Ces erreurs vous amènent-elles à retoucher vos dessins ?

Rien n’est retouché. Lors d’une répétition de Primo Omicidio, une des interprètes mimait avec un couteau le geste du sacrifice. Après avoir fait son dessin, je me suis rendu compte que celui-ci ressemblait davantage à un idéogramme japonais qu’au mouvement de la chanteuse. Il m’a fallu le refaire trois fois pour que les lignes du corps soient comme je l’entendais… Mais cela va très vite… Quand je parle d’erreur, c’est plutôt que je ne suis pas satisfait. Je continue en général à développer l’idée sur le moment, jusqu’à ce qu’elle me semble juste. Mais je ne reprends pas les dessins en dehors de la salle de répétition. 

Quelles sont les particularités des crayons japonais avec lesquels vous dessinez ?

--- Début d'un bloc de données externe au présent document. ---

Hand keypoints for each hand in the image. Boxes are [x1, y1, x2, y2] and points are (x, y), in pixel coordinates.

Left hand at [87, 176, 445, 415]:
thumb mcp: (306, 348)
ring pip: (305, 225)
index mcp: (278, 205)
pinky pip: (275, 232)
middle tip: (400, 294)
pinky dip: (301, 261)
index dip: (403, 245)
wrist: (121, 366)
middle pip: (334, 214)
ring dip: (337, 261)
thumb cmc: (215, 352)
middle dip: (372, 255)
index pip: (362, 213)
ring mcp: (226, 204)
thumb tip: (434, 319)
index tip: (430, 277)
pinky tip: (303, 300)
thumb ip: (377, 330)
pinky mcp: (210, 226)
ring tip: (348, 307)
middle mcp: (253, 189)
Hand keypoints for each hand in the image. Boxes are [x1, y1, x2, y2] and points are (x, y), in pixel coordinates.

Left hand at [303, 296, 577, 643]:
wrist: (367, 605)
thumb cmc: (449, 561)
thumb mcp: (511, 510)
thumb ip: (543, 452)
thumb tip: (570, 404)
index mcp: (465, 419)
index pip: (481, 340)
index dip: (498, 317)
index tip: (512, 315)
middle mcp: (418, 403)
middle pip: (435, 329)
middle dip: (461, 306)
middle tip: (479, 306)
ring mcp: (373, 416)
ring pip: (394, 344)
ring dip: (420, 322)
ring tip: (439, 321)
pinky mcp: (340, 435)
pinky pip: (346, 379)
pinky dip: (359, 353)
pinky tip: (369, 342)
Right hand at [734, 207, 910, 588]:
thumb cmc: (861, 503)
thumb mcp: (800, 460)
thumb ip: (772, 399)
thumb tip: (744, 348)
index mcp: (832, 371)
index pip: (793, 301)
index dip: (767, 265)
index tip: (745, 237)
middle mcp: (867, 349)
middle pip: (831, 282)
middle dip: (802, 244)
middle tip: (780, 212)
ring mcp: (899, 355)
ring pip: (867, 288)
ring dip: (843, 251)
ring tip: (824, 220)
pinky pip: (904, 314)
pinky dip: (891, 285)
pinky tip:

Ces crayons japonais exigent une grande maîtrise du geste. Il faut savoir doser sa force pour arriver à telle ou telle intensité dans le rendu, à la justesse du dessin. J’ai toujours été fasciné par les maîtres du pinceau japonais et chinois dont l’art est intimement lié à la respiration et à l’état d’âme. Leurs dessins ne peuvent naître que lorsqu’il y a un juste rapport entre bl’intériorité et l’extériorité. Il faut un certain dosage de tensions, d’accumulation de sensations pour produire. Il m’arrive parfois de faire des dessins moins de 24h avant l’inauguration d’une exposition. Si je le voulais, je pourrais créer une œuvre dans un temps imparti. Or je ne cherche pas à entrer dans un cadre mais à ce que mon dessin soit le plus juste possible.

Dessins pour le programme du Lac des cygnes
Dessins pour le programme du Lac des cygnes

Dans la culture populaire, dès lors qu’on évoque le dessin de danse, la référence à Edgar Degas s’impose. Qu’en est-il pour vous ?

La tradition léguée par Degas est très forte, et elle peut être problématique. Par exemple, lors des répétitions du Lac des cygnes, j’ai produit quatre carnets entiers de dessins. J’avais donc un choix difficile à faire pour illustrer le programme, je ne savais pas précisément quoi montrer. Ma seule certitude était que je ne devais pas illustrer littéralement l’œuvre, ni tomber dans le cliché du dessin de danse. Je me suis d’ailleurs interdit de regarder le travail de Degas. Un de mes dessins a été fait en arrière-scène. Il s’agit d’un point de vue que le spectateur ne verra jamais depuis son fauteuil. À ce titre notamment, le cahier est original.

Vos cahiers sont également enrichis par vos références à l’Histoire de l’art… Dans le programme du Primo Omicidio, par exemple, vous citez Adam et Ève chassés du Paradis de Masaccio ou l’Agnus Dei de Zurbarán.

Oui, le cahier de dessins n’est pas uniquement une retranscription de ce que je vois en répétition. Ces références me sont apparues en lisant le livret. Il y a aussi ce portrait de femme avec une double tête, qui fait écho à Double Heads Matches, une de mes œuvres de 2002, qui représente une allumette à deux bouts. Ce motif renvoie, dans le contexte de Primo Omicidio, à la souffrance d’une mère face à la perte d’un de ses fils. Une partie de son propre corps brûle, l’autre reste là, malgré la dévastation. Dans le programme des Troyens, le dessin d’un des enfants endormis, qui renvoie aux massacres de la prise de Troie, représente un de mes fils. J’ai voulu évoquer la mort à travers le sommeil et non à travers un champ de bataille. Ce sont des petits inserts avec lesquels j’essaie de créer une narration. 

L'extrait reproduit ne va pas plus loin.